Democratic Senators Slam George Will For 'Antiquated' Column On Campus Rape

Dem Senators Slam George Will's 'Antiquated' Column On Campus Rape

A group of Democratic senators penned a scathing letter to conservative Washington Post columnist George Will on Thursday, sharply rebuking Will for casting doubt on the prevalence of campus sexual assault in his June 6 column.

Sen. Richard Blumenthal (D-Conn.) and three of his Democratic colleagues, Sens. Dianne Feinstein (Calif.), Tammy Baldwin (Wis.) and Robert Casey (Pa.), said they read Will's controversial sexual assault column "with dismay."

"Your thesis and statistics fly in the face of everything we know about this issue," the senators wrote. "More egregiously, you trivialize the scourge of sexual assault, putting the phrase in scare quotes and treating this crime as a socially acceptable phenomenon. It is in fact a spreading epidemic, and you legitimize the myths that victims and victim advocates have worked tirelessly for decades to combat."

Will's column, "Colleges become the victims of progressivism," says that the number of college students claiming to have been raped is "proliferat[ing]" because progressives made victimhood seem like a "coveted status that confers privileges." He puts the terms "sexual assault" and "survivors" in quotes and says the commonly cited statistic that 1 in 5 college women is sexually assaulted before she graduates is "preposterous."

"Combine this with capacious definitions of sexual assault that can include not only forcible sexual penetration but also nonconsensual touching," Will writes. "Then add the doctrine that the consent of a female who has been drinking might not protect a male from being found guilty of rape. Then comes costly litigation against institutions that have denied due process to males they accuse of what society considers serious felonies."

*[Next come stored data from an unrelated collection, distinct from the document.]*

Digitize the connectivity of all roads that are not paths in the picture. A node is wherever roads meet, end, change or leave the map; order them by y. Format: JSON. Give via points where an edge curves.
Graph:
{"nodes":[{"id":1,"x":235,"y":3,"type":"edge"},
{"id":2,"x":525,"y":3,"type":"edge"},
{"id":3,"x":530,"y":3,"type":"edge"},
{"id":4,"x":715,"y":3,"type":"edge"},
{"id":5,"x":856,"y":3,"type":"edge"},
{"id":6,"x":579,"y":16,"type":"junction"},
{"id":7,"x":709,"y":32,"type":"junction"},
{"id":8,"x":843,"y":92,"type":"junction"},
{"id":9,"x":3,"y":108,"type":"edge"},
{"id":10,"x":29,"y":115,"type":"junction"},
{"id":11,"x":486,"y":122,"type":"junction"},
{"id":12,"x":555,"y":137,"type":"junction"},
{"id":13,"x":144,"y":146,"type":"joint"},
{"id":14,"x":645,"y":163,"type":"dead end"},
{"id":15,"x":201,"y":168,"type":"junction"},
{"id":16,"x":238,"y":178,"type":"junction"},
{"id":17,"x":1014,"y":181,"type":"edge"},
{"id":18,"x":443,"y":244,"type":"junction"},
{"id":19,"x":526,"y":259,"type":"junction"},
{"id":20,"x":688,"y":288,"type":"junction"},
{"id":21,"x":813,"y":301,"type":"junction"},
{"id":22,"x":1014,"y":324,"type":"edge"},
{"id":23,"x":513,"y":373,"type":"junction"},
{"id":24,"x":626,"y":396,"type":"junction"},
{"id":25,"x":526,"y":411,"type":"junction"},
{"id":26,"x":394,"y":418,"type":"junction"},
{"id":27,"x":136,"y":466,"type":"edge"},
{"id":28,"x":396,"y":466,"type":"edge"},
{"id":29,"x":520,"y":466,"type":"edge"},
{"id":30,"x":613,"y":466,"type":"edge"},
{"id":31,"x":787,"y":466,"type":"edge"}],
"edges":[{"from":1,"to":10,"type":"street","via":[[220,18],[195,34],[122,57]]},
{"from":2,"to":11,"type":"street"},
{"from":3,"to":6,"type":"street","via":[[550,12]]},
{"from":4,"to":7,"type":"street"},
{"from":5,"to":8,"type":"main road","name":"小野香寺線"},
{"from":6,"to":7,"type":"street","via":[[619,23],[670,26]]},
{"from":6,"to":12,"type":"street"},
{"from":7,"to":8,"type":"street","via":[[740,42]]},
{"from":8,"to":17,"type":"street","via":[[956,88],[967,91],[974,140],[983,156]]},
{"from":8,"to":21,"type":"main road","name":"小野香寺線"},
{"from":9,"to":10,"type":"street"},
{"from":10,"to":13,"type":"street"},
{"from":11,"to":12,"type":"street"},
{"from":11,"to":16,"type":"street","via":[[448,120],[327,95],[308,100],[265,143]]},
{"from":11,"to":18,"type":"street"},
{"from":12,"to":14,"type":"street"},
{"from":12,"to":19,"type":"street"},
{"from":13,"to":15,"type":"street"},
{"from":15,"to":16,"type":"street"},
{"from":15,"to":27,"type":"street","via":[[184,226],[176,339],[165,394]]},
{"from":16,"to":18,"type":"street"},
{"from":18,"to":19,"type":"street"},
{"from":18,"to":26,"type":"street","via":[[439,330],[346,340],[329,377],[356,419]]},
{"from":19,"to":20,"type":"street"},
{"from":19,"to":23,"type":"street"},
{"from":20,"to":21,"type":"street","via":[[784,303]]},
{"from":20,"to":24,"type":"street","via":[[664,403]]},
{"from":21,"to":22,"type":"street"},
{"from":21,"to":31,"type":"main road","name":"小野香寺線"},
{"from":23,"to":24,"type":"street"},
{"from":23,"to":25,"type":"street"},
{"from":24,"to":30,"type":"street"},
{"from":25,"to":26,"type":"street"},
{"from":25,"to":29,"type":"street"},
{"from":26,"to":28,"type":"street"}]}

After Will's column ran, the progressive women's advocacy group Ultraviolet circulated a petition to have him fired from The Washington Post. Nearly 100,000 people have signed it so far.

Several news outlets, including The Washington Post, have cast doubt on the 1 in 5 statistic because it's based on one survey of just two colleges. But PolitiFact, an independent fact-checking organization, found that the statistic is fair because "the overall findings in the study were on par with similar surveys conducted over the years that have measured sexual assaults on campus."

Blumenthal has worked on the issue of campus rape for years and recently drafted a "bill of rights" for college sexual assault survivors. He and his colleagues blasted Will for opining on the epidemic without talking to any actual victims.

"The culture you described is so antiquated, so counterintuitive and so contrary to anything we heard that we hope you will make an effort to hear the stories survivors bravely shared with us about the struggles they face in addressing what has happened to them -- often with little meaningful assistance from authorities expected to help them," the lawmakers wrote. "In this instance, your writing, which purports to be based on accurate facts and figures, has not only shown a fundamental disrespect to survivors, but also includes a harmful rhetoric that has made addressing this issue so difficult."

Will did not respond to a request for comment.